Quando pensiamo che, in tutto il mondo, ogni anno ne vengono prodotti approssimativamente ottanta milioni di tonnellate, capiamo quanto vasta sia la massa di politene presente sul nostro pianeta. E non è strano: è un materiale resistente, è efficace, e permette di produrre una quantità enorme di tipi diversi di contenitori, dai sacchetti alle bottiglie. Ma il politene ha un difetto: ed è un difetto preoccupante, che crea problemi crescenti mano a mano che si fa sempre più diffuso.
Il politene, infatti, non è solamente robusto, ossia chimicamente stabile: è talmente stabile che I normali agenti ambientali e atmosferici non riescono a decomporlo, e quindi non degrada di fatto mai una volta gettato via. E da questo nascono tre ordini di complicazione: uno ovvio, di tipo ecologico, perchè di fatto smaltire il politene significa solamente accumularlo e nasconderlo da qualche parte; uno di tipo faunistico, perchè I sacchetti abbandonati sono pericolosissimi per la sopravvivenza di molte specie di animale selvatico: e uno, non meno importante, estetico, perchè un paesaggio costellato di sacchetti e bottiglie abbandonate è irrimediabilmente deturpato. È per tutte queste ragioni che si è alla continua ricerca di un politene biodegradabile, che dia reali possibilità di smaltimento sicuro ed efficiente.
La scienza e la ricerca non sono rimaste inattive a tal proposito, e al momento sono due I binari sui quali si sta lavorando per conseguire questo obiettivo: uno prevede di modificare le lunghe catene polimeriche di carbonio del politene con un additivo che le renda biodegradabili, e l’altro si propone di cambiare completamente la sostanza di partenza con cui realizzare il politene, scegliendone una biodegradabile, per la precisione l’amido.
Nel primo caso, alla catena di carbonio vengono aggiunte sostanze che la rendono degradabile con l’esposizione all’ossigeno, in un tempo che va da sei mesi a due anni. Il processo di biodegradazione ha due fasi: nella prima, l’ossigeno distrugge la plastica riducendola in piccoli frammenti (di dimensioni molecolari), e nella seconda questi ultimi vengono digeriti, ossia convertiti in biossido di carbonio, acqua e biomassa, dai normali batteri dell’ambiente.
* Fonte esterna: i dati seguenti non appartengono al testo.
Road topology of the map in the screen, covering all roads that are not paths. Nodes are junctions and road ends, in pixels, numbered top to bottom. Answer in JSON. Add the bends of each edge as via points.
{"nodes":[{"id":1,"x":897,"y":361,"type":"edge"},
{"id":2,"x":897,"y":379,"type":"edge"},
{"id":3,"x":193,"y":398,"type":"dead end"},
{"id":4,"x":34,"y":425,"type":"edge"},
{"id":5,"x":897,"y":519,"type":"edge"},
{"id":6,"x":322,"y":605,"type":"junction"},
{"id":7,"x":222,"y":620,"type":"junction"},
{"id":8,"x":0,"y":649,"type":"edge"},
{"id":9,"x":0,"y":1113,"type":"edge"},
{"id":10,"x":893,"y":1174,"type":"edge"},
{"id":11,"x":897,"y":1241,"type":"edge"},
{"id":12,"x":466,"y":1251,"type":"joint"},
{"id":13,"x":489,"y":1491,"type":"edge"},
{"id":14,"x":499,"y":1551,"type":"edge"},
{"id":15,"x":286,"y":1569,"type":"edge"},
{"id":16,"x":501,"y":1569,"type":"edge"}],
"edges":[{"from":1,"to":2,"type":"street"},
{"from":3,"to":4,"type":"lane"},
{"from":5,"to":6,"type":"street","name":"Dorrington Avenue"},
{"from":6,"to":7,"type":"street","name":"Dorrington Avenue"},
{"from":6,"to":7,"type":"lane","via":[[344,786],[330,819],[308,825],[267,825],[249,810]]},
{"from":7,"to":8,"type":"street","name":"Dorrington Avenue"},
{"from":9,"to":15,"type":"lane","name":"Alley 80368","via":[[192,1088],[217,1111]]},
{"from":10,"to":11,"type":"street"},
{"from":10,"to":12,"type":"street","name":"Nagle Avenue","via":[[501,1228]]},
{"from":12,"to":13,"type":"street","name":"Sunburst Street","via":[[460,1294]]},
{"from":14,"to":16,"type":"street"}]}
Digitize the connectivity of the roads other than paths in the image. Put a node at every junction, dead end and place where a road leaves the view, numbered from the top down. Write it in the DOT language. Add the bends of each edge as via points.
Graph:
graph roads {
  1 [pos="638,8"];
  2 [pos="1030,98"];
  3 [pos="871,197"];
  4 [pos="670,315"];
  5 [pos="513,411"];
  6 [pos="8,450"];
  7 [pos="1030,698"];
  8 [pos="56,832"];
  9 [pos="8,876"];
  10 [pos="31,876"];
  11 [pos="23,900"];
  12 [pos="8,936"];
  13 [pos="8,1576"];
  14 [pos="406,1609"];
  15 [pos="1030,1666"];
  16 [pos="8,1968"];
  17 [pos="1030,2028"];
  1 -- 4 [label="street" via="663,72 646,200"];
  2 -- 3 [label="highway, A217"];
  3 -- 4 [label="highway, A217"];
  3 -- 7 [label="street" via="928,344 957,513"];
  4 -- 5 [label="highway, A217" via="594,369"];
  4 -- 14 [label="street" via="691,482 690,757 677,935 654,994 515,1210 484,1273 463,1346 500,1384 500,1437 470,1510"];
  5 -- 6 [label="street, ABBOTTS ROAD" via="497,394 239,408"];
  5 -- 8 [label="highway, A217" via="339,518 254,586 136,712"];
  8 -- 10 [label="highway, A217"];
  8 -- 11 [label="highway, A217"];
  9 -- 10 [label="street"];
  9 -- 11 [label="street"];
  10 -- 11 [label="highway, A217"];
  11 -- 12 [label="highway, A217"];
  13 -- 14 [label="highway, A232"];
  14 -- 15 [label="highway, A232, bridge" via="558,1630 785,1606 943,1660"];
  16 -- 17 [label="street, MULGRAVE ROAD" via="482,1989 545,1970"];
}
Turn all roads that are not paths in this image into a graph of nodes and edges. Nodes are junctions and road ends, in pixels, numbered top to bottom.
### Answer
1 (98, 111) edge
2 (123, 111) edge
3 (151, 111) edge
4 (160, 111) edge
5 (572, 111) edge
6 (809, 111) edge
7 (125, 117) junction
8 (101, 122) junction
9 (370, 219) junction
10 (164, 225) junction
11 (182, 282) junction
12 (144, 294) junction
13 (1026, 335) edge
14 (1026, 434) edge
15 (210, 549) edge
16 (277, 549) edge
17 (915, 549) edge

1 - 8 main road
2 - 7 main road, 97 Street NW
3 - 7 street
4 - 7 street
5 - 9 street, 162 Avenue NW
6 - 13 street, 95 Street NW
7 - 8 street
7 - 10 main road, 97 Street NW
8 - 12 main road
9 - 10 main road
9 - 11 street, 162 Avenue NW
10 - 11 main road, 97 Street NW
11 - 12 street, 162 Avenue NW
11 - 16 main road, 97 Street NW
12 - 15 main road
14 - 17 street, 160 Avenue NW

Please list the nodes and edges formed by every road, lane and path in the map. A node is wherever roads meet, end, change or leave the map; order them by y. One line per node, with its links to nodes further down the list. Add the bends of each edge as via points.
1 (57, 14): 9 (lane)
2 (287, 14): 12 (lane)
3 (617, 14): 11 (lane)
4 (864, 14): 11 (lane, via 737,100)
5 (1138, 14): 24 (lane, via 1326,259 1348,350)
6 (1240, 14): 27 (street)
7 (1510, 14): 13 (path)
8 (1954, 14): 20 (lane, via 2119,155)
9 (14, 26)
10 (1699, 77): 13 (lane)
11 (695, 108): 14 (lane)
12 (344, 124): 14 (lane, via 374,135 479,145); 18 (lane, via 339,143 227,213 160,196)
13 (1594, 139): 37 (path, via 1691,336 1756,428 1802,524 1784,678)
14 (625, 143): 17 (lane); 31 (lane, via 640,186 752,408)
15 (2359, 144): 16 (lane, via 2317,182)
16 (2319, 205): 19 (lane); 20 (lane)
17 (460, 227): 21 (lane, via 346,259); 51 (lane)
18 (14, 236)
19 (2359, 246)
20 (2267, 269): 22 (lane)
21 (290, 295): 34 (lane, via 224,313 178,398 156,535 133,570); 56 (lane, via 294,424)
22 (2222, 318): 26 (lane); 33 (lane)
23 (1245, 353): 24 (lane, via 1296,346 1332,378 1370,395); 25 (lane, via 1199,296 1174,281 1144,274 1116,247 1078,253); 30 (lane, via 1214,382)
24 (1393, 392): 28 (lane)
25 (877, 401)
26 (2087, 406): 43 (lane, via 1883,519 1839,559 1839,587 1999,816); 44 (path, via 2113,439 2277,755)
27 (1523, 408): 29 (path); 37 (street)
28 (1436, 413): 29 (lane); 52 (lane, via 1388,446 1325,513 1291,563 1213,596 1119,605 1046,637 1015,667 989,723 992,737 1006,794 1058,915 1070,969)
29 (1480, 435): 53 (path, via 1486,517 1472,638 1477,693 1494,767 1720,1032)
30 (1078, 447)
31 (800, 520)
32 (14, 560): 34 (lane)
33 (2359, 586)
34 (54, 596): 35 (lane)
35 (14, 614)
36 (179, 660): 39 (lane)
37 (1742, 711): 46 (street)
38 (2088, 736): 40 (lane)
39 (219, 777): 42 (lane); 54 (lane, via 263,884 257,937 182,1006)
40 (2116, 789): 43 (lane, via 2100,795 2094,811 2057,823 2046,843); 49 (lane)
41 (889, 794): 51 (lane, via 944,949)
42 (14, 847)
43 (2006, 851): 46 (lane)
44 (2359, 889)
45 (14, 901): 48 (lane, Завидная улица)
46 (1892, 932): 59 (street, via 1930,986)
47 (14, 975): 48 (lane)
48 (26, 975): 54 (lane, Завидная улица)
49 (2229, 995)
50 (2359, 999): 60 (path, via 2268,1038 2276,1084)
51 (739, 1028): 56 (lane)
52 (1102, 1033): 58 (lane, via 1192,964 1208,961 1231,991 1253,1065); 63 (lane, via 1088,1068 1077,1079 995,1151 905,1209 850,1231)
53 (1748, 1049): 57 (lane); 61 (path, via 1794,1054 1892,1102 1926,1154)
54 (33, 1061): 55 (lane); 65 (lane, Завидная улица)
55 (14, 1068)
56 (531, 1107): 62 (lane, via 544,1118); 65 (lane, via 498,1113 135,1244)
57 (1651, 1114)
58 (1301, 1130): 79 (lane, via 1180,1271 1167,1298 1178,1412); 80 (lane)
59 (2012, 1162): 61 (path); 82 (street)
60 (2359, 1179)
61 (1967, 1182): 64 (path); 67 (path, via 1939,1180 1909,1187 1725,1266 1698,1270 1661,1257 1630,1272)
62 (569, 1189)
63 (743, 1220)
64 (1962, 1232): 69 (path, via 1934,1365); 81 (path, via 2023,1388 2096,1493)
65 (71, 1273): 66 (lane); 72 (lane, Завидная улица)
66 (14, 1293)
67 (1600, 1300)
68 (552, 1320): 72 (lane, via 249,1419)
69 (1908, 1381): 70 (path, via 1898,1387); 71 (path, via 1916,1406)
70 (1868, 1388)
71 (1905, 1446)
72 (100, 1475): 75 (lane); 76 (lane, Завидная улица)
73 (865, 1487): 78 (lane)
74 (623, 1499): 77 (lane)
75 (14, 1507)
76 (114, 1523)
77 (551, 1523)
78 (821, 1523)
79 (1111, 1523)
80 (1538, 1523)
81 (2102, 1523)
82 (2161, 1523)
Questa plastica ha, in opera, la stessa resistenza di quella tradizionale, è economica, e non tossica: il suo principale difetto è di non essere compostabile, e di richiedere la presenza di ossigeno per decomporsi.
Il secondo approccio, al contrario, prevede di escludere completamente dall’equazione tutto il processo produttivo del politene come lo conosciamo, per lavorare invece su amido da fonti biologiche, che possono essere ad esempio patate, mais o grano. Il risultato prende il nome di “bioplastica”, e degrada rapidamente e quasi completamente – in media, del 90% del suo peso in un tempo inferiore ai 180 giorni; per conseguire il risultato però non può essere abbandonata nell’ambiente, ma richiede degli impieanti di compostaggio appositi. I suoi svantaggi sono il costo molto alto, le caratteristiche meccaniche, che sono assolutamente inferiori rispetto alla plastica convenzionale, e la necessità di deviare molte coltivazioni dall’alimentazione alla produzione di materia prima per la plastica.
Il problema è serio, se pensiamo che il Giappone, che lo sente particolarmente, ha valutato in 90 miliardi di dollari la dimensione del mercato che si aprirebbe con una reale soluzione pratica al problema dell’inquinamento da plastica. Rimane interessante la via intravista da Daniel Burd, un sedicenne Canadese, che ha scoperto come l’azione combinata di due batteri possa decomporre del 40% i sacchetti di plastica abbandonati in pochi mesi.